Welcome the forum.
The first reason is the correct one. HIV simply is inefficiently transmitted, so it is statistically unlikely that there will be sufficient virus exposure for any one sexual event. For anal sex without a condom, from an infected insertive partner (top) the chance of transmission to the receptive partner (bottom) averages somewhere around once for every 100-200 exposures. In the opposite direction, if the anal partner is infected, it averages somewhere around 1 chance in 500. For unprotected vaginal sex, it's around 1 in 1,000 to 2,000 per exposure. For oral it's 1 in 10,000 to 1 in 20,000 -- and some experts believe such transmission never occurs from mouth to penis or by cunnilingus.

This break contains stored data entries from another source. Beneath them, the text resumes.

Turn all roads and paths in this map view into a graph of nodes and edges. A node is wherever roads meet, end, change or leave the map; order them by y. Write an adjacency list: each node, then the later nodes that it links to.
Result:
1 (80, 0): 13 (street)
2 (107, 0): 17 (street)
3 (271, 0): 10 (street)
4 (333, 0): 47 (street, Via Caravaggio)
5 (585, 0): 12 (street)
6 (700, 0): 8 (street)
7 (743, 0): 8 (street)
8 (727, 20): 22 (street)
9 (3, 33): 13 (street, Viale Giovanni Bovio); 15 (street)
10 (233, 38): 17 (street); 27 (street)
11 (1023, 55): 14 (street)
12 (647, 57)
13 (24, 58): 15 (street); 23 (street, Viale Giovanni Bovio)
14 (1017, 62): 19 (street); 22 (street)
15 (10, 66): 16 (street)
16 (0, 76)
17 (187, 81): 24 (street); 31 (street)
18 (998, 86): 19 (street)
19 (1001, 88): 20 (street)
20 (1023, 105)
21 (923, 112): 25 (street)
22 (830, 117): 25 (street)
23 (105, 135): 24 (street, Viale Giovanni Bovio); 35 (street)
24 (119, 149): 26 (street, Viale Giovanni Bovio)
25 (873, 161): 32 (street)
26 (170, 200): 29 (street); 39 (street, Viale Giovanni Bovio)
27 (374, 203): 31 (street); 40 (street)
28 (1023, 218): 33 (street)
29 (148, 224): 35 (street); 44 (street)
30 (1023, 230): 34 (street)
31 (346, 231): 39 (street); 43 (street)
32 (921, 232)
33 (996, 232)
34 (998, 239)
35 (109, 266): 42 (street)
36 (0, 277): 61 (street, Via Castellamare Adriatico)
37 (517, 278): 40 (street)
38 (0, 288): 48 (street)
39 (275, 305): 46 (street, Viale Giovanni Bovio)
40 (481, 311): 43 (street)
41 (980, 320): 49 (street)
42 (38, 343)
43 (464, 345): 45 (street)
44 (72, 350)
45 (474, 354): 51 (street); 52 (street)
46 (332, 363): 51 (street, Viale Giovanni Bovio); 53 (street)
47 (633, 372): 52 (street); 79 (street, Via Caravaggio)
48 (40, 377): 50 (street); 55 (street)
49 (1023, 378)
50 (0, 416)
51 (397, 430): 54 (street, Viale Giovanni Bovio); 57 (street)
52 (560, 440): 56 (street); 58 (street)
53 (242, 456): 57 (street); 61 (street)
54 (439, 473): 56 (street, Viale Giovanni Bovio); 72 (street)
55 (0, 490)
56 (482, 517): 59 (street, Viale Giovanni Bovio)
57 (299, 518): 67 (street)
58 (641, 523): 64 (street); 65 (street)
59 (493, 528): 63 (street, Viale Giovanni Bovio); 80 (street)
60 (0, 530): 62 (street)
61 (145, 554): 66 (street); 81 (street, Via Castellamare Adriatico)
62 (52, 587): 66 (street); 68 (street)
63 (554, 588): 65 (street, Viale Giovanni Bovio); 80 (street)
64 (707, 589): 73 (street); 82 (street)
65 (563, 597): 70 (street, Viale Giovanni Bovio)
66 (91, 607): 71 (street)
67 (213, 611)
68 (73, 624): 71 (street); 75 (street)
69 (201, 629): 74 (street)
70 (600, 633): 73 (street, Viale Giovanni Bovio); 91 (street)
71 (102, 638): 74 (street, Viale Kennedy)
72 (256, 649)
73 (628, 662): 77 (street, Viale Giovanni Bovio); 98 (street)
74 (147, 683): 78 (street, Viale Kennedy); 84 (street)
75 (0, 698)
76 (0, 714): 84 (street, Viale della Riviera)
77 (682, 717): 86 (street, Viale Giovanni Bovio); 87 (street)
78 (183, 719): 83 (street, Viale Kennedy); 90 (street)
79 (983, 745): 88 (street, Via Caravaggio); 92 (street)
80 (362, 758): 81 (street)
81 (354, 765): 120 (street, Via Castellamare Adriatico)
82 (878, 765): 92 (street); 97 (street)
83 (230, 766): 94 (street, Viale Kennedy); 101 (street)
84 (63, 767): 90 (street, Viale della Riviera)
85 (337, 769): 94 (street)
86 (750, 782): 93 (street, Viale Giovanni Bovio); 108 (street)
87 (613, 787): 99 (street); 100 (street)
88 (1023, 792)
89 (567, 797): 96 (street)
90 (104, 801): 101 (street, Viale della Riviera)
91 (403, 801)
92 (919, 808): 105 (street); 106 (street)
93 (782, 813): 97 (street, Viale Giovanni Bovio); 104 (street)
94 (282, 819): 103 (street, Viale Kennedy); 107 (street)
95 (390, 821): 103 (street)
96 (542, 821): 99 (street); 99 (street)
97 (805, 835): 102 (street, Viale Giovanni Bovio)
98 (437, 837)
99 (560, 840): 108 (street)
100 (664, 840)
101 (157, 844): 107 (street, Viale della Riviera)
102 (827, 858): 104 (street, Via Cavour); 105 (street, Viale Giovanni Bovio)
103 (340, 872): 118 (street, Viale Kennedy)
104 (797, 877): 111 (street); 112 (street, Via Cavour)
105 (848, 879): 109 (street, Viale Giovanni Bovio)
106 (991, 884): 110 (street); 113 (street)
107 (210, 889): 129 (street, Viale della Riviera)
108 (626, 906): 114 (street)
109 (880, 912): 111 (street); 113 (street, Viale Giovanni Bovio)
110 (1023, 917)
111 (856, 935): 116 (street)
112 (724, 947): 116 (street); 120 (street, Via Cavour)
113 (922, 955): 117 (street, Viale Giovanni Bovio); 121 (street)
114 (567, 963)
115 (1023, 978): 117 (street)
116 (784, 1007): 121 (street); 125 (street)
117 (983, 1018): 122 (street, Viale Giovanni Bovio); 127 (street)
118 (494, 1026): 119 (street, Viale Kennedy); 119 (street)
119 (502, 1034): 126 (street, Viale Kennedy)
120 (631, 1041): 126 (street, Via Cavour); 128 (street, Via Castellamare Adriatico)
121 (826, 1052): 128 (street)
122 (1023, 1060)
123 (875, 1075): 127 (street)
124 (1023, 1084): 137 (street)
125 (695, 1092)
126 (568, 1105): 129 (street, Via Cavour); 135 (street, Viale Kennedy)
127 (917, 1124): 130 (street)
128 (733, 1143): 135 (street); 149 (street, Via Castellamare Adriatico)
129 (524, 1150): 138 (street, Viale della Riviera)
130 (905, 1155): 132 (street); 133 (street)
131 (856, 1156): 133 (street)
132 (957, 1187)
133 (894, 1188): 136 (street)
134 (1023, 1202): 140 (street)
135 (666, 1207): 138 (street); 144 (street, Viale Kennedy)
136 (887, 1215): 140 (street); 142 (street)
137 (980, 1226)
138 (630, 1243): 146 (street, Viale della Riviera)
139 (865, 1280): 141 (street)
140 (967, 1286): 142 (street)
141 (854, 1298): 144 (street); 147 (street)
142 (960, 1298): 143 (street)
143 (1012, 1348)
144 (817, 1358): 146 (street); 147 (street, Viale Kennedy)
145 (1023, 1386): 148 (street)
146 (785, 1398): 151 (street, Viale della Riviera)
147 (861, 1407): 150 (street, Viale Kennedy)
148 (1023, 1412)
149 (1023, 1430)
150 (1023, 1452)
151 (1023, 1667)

For these reasons, it is uncommon for someone to get infected after any single exposure. Of course it can happen -- it just doesn't occur very often. In STD clinics like the ones where Dr. Hook and I work, we almost never see anyone with HIV after a single high risk exposure. All the people found to be HIV positive have had opportunities for many exposures -- often hundreds or thousands of them. This is also why in the 6+ years since this forum started, no questioner ever described an exposure that concerned them and later returned to report that s/he had caught HIV. (Once someone reported he caught HIV, but later admitted he was lying about his positive test result.)